MAXstyrka

Allt inom kraftsport

jun
19

I never became a milkman.

Posted by Dan Earthquake 0 Comment

My dad had an arc welder in his workshop when I was a kid and it was a thing of wonder. It made a buzzing sound like the black and white Flash Gordon spaceships on Saturday morning television and of course the warning not to look anywhere near it when he was using it was stark. My dad had some good educational advice for staying safe and healthy. “Have you ever wondered what it would be like to drown?” he asked me when I was four years old. I had not considered it. “Well, first you cough, and your throat will start to burn. Your eyes will bulge and you’ll feel like your head and chest are exploding. Then you’ll die. Do you want to drown?” I intimated it was not an ambition I had. “Stay away from the pond then,” he warned. He’d been advised by my mum to put a fence around our fish pond that was about a meter and a half deep. He thought a quiet chat would be sufficient, which it was.

Similarly, whilst driving along the motorway one day he asked me “Have you ever wondered what it would be like to be run over by a juggernaut?” Again, my imagination fell short as I was into wrestling and science fiction comics. “Well, first your ribs will break…” he went on, finishing with the warning “Don’t ever open the car door whilst we are driving.” They put child locks on doors now as most parents haven’t got the same art of the cautionary tale as my dad had. Incidentally he got run over when I was eleven, ironic now I think of it.

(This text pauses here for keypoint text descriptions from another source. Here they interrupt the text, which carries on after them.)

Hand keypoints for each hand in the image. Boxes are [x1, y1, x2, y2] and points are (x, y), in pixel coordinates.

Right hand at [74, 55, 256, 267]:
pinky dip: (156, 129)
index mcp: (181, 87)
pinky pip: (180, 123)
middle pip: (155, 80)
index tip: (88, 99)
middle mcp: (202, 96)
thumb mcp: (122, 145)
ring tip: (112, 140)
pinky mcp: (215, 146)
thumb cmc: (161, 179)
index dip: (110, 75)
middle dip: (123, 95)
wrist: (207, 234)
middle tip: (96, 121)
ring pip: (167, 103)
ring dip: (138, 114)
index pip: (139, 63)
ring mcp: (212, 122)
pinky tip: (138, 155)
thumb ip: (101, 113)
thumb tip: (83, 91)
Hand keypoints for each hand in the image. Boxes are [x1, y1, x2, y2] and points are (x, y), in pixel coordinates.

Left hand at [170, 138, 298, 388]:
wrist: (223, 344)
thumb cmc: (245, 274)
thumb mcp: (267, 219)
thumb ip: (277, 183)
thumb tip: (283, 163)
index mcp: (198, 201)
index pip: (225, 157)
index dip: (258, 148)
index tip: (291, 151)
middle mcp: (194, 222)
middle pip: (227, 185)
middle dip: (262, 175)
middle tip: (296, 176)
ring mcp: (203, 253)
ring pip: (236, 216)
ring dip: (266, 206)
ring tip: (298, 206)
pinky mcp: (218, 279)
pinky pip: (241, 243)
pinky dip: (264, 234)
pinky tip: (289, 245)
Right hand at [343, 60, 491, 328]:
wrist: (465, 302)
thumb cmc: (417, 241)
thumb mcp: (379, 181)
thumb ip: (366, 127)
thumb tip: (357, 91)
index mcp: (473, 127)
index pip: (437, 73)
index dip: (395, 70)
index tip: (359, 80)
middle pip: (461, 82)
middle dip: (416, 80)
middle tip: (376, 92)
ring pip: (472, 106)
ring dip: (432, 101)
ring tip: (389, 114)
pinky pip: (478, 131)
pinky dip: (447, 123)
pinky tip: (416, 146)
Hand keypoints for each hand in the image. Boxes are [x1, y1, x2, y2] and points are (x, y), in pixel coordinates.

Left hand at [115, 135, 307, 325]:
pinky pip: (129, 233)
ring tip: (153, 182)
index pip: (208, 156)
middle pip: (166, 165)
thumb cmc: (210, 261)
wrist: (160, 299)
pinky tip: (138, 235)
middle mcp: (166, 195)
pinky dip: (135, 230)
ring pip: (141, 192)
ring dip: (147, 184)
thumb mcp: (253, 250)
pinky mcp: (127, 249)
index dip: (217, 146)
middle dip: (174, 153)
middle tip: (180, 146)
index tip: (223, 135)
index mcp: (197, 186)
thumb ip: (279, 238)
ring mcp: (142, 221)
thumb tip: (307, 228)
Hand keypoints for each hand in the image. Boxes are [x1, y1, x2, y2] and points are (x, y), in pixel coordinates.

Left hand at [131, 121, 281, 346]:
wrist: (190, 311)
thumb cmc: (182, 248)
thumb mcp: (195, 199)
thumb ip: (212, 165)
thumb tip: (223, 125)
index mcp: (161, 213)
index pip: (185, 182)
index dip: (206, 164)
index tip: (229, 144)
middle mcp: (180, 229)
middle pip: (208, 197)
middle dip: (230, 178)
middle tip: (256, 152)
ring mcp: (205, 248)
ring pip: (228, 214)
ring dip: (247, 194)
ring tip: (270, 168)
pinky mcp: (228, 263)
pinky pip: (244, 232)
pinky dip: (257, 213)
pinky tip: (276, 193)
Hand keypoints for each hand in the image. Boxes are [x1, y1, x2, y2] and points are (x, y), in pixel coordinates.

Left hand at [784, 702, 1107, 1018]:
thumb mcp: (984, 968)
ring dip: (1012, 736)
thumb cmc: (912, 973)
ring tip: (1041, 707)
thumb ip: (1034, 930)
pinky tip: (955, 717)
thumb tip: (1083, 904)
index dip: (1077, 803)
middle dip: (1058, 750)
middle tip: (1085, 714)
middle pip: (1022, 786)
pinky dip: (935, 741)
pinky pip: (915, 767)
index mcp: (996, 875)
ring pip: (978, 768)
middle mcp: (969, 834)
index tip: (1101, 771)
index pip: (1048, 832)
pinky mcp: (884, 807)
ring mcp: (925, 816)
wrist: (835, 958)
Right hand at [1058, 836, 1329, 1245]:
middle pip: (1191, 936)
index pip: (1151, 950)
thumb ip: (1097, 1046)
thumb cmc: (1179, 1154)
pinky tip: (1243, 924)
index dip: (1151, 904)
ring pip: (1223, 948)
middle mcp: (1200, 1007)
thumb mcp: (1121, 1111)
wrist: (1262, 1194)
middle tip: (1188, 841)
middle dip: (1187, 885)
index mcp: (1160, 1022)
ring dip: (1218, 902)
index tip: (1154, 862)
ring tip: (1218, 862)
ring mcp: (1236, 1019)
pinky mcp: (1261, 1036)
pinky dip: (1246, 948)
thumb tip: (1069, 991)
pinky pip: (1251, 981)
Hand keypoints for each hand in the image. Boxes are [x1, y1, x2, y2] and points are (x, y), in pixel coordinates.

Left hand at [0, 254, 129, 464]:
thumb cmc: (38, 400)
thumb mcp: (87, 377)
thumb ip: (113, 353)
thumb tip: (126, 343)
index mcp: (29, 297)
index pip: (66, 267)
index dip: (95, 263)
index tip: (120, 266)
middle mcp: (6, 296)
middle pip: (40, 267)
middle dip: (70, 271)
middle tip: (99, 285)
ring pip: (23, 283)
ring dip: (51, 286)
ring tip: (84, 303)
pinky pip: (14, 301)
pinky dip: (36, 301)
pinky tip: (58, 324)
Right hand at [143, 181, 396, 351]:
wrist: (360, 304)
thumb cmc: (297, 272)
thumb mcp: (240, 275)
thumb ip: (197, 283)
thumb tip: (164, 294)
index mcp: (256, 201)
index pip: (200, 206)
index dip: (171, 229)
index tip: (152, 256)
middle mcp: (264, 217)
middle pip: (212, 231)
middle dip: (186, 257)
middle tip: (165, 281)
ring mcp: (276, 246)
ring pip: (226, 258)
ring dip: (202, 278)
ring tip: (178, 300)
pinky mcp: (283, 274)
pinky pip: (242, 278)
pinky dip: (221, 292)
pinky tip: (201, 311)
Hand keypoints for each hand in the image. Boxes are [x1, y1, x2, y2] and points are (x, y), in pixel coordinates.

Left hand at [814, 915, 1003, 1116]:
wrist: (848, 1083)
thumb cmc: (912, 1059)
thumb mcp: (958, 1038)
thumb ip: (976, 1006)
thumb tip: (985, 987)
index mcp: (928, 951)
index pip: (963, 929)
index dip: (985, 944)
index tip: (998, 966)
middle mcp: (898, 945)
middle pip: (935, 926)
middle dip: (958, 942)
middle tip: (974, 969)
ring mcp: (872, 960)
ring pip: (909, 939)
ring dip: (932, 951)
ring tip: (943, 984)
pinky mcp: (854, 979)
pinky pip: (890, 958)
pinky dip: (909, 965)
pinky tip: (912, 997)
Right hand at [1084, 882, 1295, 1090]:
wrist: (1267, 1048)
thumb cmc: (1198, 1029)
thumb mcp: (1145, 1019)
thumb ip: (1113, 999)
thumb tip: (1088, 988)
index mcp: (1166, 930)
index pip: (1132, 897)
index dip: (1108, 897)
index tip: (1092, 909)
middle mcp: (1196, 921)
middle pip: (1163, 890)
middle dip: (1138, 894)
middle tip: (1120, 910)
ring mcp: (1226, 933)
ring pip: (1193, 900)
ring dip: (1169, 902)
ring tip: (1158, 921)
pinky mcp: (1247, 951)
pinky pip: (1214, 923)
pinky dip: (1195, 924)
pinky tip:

Anyway, back to welding. I bought a machine off a friend as I was getting into strongman and having done a basic college course a few years before I had great ambitions to make my own kit, which I eventually did. I had the sense to sign up for another cheap course first – why waste electricity and electrodes I reasoned? I found it hard. I was diligent but clumsy, producing a number of poor test pieces that failed the grade for the most basic qualification level. I asked my humorous instructor what I might do. “When faced with people of your sort of skill,” he reflected “I usually suggest a career as a milkman.”

I persevered. I made handles for a car lifting rack and welded empty gas cylinders into Farmers walk apparatus. I’ve mended gates, benches, repaired random things and manufactured all sorts of things for my gym – lately a trap bar deadlift frame with 4 sets of handles for close and snatch grip at different heights. On Saturday I made a start on a football pressing bar. The sun was shining, everything was set up outside the workshop and I listened to some Westside Barbell podcasts. I thought of my Dad and smiled. Then remembering the welding instructors words said to myself “Well, I never became a milkman.”

See you down the road.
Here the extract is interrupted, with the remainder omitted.